Bij een hoofdkussen denk je waarschijnlijk meteen aan het zachte, knusse exemplaar waar jij elke avond je hoofd op neervlijt. De geschiedenis van het hoofdkussen leert ons echter dat er hoofdkussens in allerlei maten, vormen en materialen bestonden. Duik je even mee terug in de tijd?
Hoofdsteunen bij Mesopotamiërs en Egyptenaren
De eerste vorm van hoofdsteun – je kan hier niet meteen van een ‘kussen’ spreken – ontdekken we in 7000 v.C. in het oude Mesopotamië, het huidige Irak. Mesopotamiërs maakten namelijk gebruik van een rechthoekige steen. De bovenkant werd uitgehakt in de vorm van een halve maan die diende als ondersteuning van de nek. Deze stenen steun bood ook bescherming tegen insecten die in de mond, neus en oren konden kruipen. Een puur functioneel gebruik dus.
De oude Egyptenaren (vanaf 3300 v.C.) daarentegen geloofden dat het hoofd een belangrijk spiritueel centrum van het lichaam was en daarom extra aandacht verdiende.

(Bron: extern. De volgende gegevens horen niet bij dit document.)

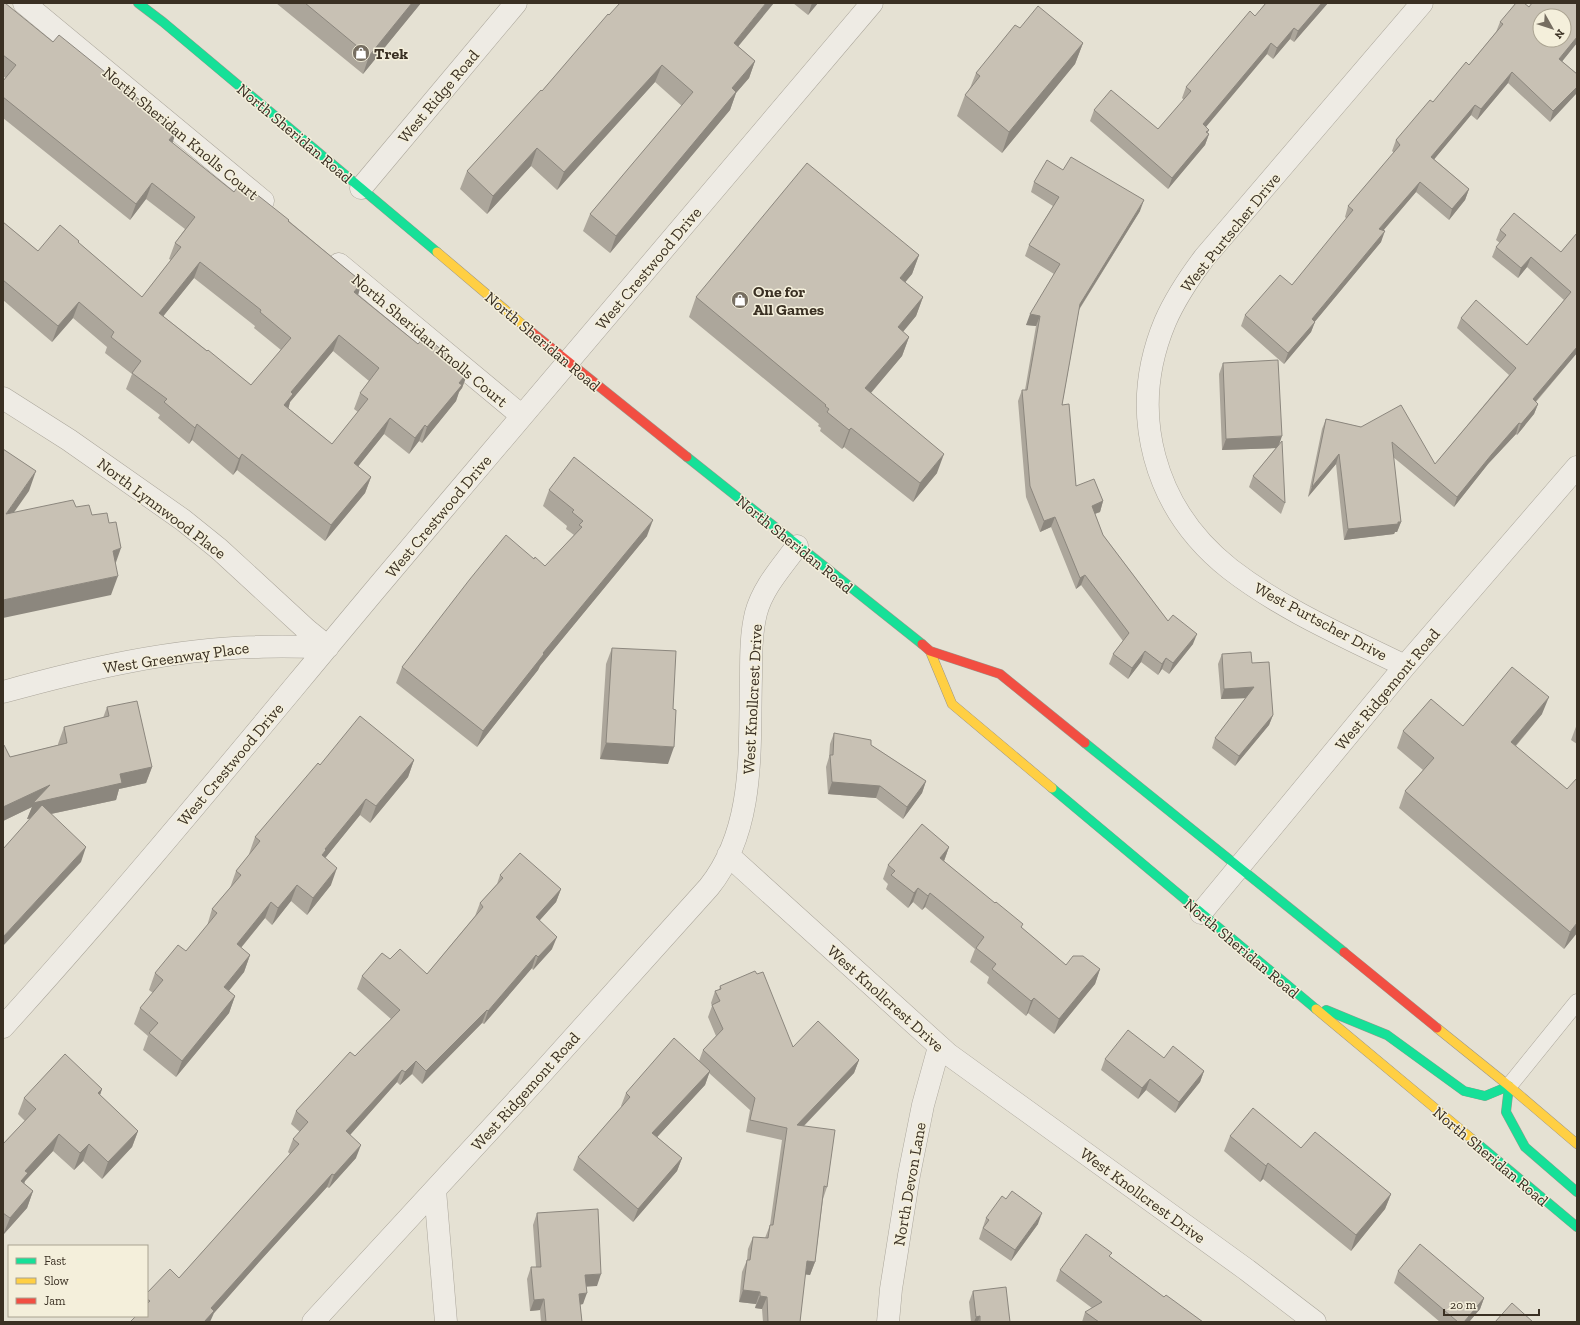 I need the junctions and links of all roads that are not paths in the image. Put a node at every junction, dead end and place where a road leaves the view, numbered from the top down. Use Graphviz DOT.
graph roads {
  1 [pos="24,3"];
  2 [pos="138,3"];
  3 [pos="144,3"];
  4 [pos="516,3"];
  5 [pos="872,3"];
  6 [pos="1422,3"];
  7 [pos="163,22"];
  8 [pos="361,188"];
  9 [pos="276,212"];
  10 [pos="325,253"];
  11 [pos="568,362"];
  12 [pos="3,398"];
  13 [pos="522,416"];
  14 [pos="1577,467"];
  15 [pos="797,546"];
  16 [pos="328,647"];
  17 [pos="930,651"];
  18 [pos="1405,666"];
  19 [pos="3,692"];
  20 [pos="728,855"];
  21 [pos="1239,867"];
  22 [pos="1201,913"];
  23 [pos="1577,1002"];
  24 [pos="1307,1003"];
  25 [pos="3,1027"];
  26 [pos="940,1047"];
  27 [pos="1508,1086"];
  28 [pos="1577,1144"];
  29 [pos="435,1190"];
  30 [pos="1577,1192"];
  31 [pos="1577,1227"];
  32 [pos="313,1322"];
  33 [pos="446,1322"];
  34 [pos="888,1322"];
  35 [pos="1315,1322"];
  1 -- 9 [label="street, North Sheridan Knolls Court"];
  2 -- 7 [label="main road, North Sheridan Road"];
  3 -- 7 [label="main road, North Sheridan Road"];
  4 -- 8 [label="street, West Ridge Road"];
  5 -- 11 [label="street, West Crestwood Drive"];
  6 -- 18 [label="street, West Purtscher Drive"];
  7 -- 8 [label="main road, North Sheridan Road"];
  8 -- 11 [label="main road, North Sheridan Road"];
  10 -- 13 [label="street, North Sheridan Knolls Court"];
  11 -- 13 [label="street, West Crestwood Drive"];
  11 -- 15 [label="main road, North Sheridan Road"];
  12 -- 16 [label="street, North Lynnwood Place"];
  13 -- 16 [label="street, West Crestwood Drive"];
  14 -- 18 [label="street, West Ridgemont Road"];
  15 -- 17 [label="main road, North Sheridan Road"];
  15 -- 20 [label="street, West Knollcrest Drive"];
  16 -- 19 [label="street, West Greenway Place"];
  16 -- 25 [label="street, West Crestwood Drive"];
  17 -- 21 [label="main road, North Sheridan Road"];
  17 -- 22 [label="main road, North Sheridan Road"];
  18 -- 21 [label="street, West Ridgemont Road"];
  20 -- 26 [label="street, West Knollcrest Drive"];
  20 -- 29 [label="street, West Ridgemont Road"];
  21 -- 22 [label="street, West Ridgemont Road"];
  21 -- 27 [label="main road, North Sheridan Road"];
  22 -- 24 [label="main road, North Sheridan Road"];
  23 -- 27 [label="lane"];
  24 -- 27 [label="main road"];
  24 -- 31 [label="main road, North Sheridan Road"];
  26 -- 34 [label="street, North Devon Lane"];
  26 -- 35 [label="street, West Knollcrest Drive"];
  27 -- 28 [label="main road, North Sheridan Road"];
  27 -- 30 [label="main road"];
  29 -- 32 [label="street, West Ridgemont Road"];
  29 -- 33 [label="street"];
}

Met een half opgericht hoofd zou je namelijk minder kwetsbaar zijn voor kwade machten. De maanvormige ‘weres’ van zo’n 20 cm hoog was gemaakt uit aardewerk, kalksteen of albast, en later vooral uit massief hout. De Egyptenaren plaatsten hem tussen het hoofd en de schouder, soms met een zachte doek ertussen, en sliepen dus op hun zij.
Archeologen vonden ze terug in de graven van farao’s maar ook in vele gewone woningen. Dat wijst erop dat ze niet alleen deel uitmaakten van de Egyptische dodencultus, maar ook een alledaags gebruiksvoorwerp waren. Weliswaar niet meteen eentje met een hoog comfortgehalte.
Geschiedenis van het hoofdkussen bij de Chinezen
In het oude China in 500 v.C. zien we andere materialen zoals porselein, brons, bamboe en jade. Hoofdsteunen in een zacht materiaal zouden, volgens hun geloofstraditie, de energie en vitaliteit uit het lichaam halen. De Chinezen maakten er wel echte pronkstukjes van met elegante, rijkelijke versieringen. Uiteraard was de hoofdsteun in die tijd alleen voorbehouden voor welgestelde burgers.
De historie van de Japanse hoofdkussens
In het Japan van de middeleeuwen lag de focus niet op kruipende insecten of traditionele geloofspraktijken. Hier zijn hoofdkussens vooral een privilege van edelvrouwen met hun bijzonder kunstige kapsels. Deze Japanse dames legden ’s avonds hun hoofd op een takamakura, dat letterlijk ‘hoog kussen’ betekent. Dankzij deze hoge standaard van hout kon hun haarcoupe de nacht ongeschonden doorstaan.
En de Europeanen?
In de middeleeuwen vonden Europeanen een hoofdkussen eerder een uiting van zwakte. Een zwangere vrouw, dat was nog door de vingers te zien, maar anderen hadden er niet meteen nood aan. De rijken uit het oude Griekenland en Rome beschouwden een hoofdkussen als een luxeartikel. Zij hulden zich maar al te graag in comfortabele stoffen en gebruikten, in tegenstelling tot de Aziaten, wel zachte materialen. Ze kozen voor een vulling van stro, wol, paardenhaar, riet en zelfs al ganzenveren.
Vanaf de 16e eeuw, na de meedogenloze middeleeuwen, was een hoofdkussen niet langer een statussymbool, maar een alledaags gebruiksartikel voor steeds meer burgers. Omdat natuurlijke materialen vatbaar zijn voor insecten en schimmels, moest de vulling regelmatig worden vervangen.
Pas vanaf de 19e eeuw zien we hoofdkussens zoals we ze vandaag kennen, waarbij het slaapcomfort centraal staat. Tegenwoordig staat de slaapindustrie niet stil en wordt het aanbod van hoofdkussens steeds gevarieerder. Dat hebben we te danken aan de voortdurende ontwikkeling van nieuwe materialen en technologieën.
Wist je trouwens dat mensen zo’n honderd jaar geleden vaak zittend sliepen? Ze dachten namelijk dat als je lang plat in bed ligt, er te veel bloed naar je hoofd zou stromen met allerlei ziekten als gevolg. Gelukkig ligt die periode ver achter ons en kunnen we ons vermoeide hoofd na een drukke dag lekker neerleggen en genieten van een comfortabel hoofdkussen met een optimale ondersteuning!